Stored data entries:
>>>

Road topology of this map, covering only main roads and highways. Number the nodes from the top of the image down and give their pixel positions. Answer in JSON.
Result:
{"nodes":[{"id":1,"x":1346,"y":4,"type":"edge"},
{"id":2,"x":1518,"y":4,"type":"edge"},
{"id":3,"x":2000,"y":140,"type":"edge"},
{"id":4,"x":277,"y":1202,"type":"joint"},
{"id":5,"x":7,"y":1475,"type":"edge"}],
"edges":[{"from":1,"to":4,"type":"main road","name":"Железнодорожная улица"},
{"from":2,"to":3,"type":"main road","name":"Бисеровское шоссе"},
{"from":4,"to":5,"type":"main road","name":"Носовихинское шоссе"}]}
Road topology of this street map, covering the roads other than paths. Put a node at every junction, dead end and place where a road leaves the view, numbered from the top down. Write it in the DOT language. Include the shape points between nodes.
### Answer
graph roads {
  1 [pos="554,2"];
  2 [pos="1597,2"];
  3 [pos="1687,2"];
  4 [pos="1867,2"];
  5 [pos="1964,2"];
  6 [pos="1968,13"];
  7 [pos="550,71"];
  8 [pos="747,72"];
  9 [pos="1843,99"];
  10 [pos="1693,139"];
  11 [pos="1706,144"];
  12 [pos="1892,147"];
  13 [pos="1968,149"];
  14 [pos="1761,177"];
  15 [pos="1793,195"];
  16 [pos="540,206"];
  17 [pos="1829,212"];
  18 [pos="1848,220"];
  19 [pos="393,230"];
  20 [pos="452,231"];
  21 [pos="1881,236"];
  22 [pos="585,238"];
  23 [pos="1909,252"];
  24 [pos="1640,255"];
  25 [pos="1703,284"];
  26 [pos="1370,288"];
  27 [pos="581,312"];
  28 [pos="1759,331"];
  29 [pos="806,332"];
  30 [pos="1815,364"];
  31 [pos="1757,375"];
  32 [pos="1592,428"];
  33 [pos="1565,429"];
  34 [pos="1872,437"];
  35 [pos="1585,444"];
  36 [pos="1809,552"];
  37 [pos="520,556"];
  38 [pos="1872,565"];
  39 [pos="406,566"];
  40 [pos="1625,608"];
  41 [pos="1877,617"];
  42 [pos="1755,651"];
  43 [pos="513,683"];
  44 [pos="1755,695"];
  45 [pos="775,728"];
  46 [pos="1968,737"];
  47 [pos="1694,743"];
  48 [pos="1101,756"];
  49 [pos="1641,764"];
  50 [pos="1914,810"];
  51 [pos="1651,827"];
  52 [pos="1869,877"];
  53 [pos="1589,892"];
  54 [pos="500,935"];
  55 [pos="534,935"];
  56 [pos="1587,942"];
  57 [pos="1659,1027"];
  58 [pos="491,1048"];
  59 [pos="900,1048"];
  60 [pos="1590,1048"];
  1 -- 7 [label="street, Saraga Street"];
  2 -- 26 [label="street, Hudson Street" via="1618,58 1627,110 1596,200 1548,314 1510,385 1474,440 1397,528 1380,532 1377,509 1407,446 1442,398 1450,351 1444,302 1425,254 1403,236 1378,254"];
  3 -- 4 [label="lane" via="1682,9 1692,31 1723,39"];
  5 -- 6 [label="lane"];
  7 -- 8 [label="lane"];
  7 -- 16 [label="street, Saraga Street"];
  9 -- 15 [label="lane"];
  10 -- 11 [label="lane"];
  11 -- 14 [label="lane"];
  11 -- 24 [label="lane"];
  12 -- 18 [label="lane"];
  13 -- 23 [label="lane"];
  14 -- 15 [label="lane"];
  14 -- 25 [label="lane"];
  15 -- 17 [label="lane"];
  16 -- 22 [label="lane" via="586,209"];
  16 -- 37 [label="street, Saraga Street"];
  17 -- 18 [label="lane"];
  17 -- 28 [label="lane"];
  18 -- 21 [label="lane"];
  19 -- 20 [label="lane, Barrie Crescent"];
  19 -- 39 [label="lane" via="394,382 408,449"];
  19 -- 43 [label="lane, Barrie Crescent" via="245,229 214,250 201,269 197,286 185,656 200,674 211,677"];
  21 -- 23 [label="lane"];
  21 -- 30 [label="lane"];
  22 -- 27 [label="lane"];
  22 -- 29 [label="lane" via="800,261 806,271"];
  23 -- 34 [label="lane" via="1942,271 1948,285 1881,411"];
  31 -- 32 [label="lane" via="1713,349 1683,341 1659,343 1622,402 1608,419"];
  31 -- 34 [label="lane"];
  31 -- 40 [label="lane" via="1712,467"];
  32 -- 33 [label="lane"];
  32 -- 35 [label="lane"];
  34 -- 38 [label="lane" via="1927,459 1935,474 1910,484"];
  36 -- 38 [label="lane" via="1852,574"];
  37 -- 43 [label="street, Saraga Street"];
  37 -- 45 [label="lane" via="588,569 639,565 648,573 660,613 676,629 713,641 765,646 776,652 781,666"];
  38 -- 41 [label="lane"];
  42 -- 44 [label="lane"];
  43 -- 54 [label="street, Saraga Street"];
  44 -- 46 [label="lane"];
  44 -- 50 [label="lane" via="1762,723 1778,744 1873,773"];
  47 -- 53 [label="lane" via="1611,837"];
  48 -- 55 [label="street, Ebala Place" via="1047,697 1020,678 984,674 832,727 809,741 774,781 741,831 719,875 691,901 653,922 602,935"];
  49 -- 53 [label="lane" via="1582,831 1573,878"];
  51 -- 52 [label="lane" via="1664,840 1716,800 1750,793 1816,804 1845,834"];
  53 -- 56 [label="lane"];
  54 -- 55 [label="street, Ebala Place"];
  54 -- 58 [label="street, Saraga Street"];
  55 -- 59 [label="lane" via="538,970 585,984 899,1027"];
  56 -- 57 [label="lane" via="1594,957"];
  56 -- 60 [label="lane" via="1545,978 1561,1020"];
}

<<<

Exercise instructions: Tally the lines above containing "Crescent". Number only.

Result of the task: 2